Latifa Bakrie tersenyum manis sekali. Orang mungkin saja berpikir Khumaira adiknya bukan anak beliau karena kesan muda masih melekat sekali padanya. Entahlah, Khumaira pikir ia lebih cocok disebut tua daripada ayah dan ibunya.
“Sofie menikah,” ujar Ifa singkat.
Sofie, sepupu Khumaira, putri kedua Bibi Ayu. Dia lebih muda dari Khumaira secara usia. Jadi, cucu Nenek Naraya yang belum menikah hanya Khumaira, Arthur dan Khairan, yang belum masuk hitungan. “Kita harus datang kalau begitu.”
Ifa berbalik arah. “Kata Abati, Khalid juga akan datang malam ini.”
Khumaira menatap punggung anggun ibunya. Apa maksud beliau menyampaikan hal itu?!
***
Pesta dansa meriah meramaikan malam pernikahan Sofie dan pasangannya.
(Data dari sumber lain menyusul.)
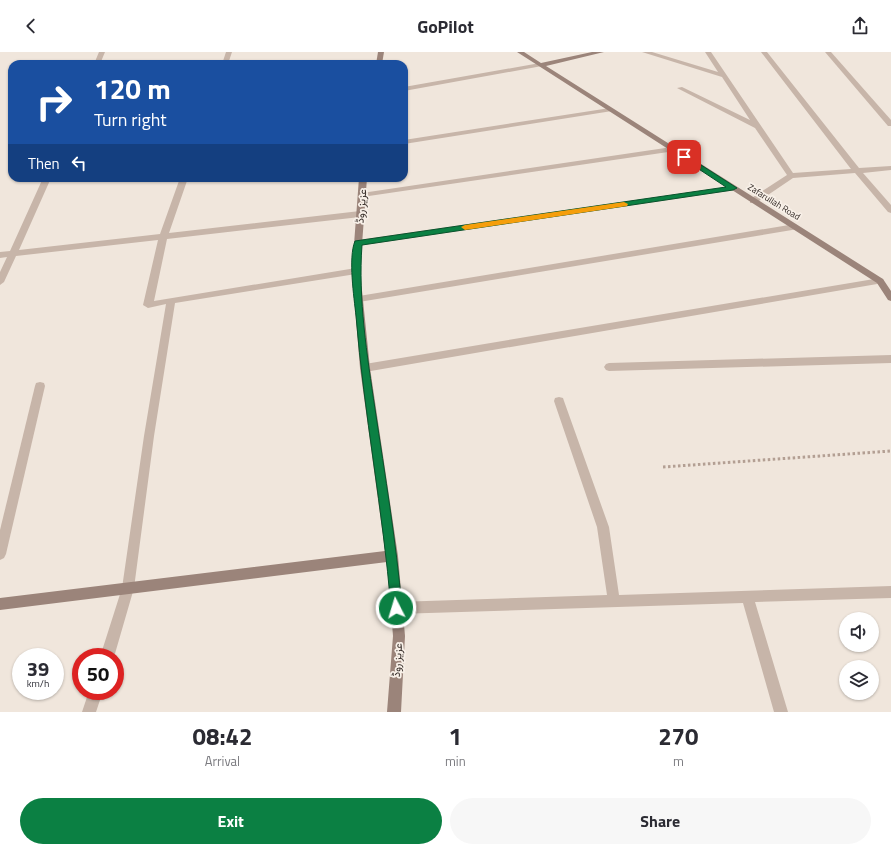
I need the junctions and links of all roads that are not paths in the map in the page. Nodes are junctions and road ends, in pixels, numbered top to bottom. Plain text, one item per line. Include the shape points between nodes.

Saat orang-orang sibuk dengan pengantin dan romansa yang ditunjukkan pasangan berbahagia itu di aula pesta, Khumaira malah melimpir sendirian ke pojok gelap di halaman depan tempat acara. Ia memandangi bintang dan bulan yang berdekatan menghias langit malam. Khumaira meraba bandul kalungnya dari balik jilbab. Ornamen bulan sabit dan bintang, lambang ayah dan ibunya. Cinta sejati mereka yang menyilaukan mata. Khumaira menghela napas. Ia membuang waktu banyak sekali untuk dikecewakan Rahman. Tak Khumaira sangka kalau wanita itu datang sambil menangis merelakan suaminya hanya karena keturunan. Satu tahun terakhir Khumaira pasrah meladeni pria yang ingin melamarnya, pupus harapan setelah Rahman menikah. Kini, Khumaira pikir ia telah gagal menemukan cinta, bahkan dalam hatinya sendiri.
Khumaira hendak beranjak masuk saat musik dansa selesai mengalun. Namun, ia mendengar suara lengkuhan rendah dan bisik-bisik tak jelas dari semak sekitar pekarangan Nenek Naraya. Tanpa takut Khumaira mendekati asal suara dan menemukan cumbuan mesra Arthur dengan pasangannya. Gadis itu gaunnya setengah terbuka bagian atas, bahkan asetnya sudah tersentuh udara dan sedang diciumi sepupu Khumaira.
“Berminat ikut?” sapa Arthur dengan napas tak teratur.
Khumaira melenggang pergi tanpa kata. Ia jijik dan mereka bukan urusannya. Saat hendak menjauh dari remang-remang suasana malam purnama itu, tiba-tiba seseorang menariknya kasar.
Khumaira berontak, “Lep---!”
"Stt!"
Khumaira terbata karena tak menyangka. "K---KAU!"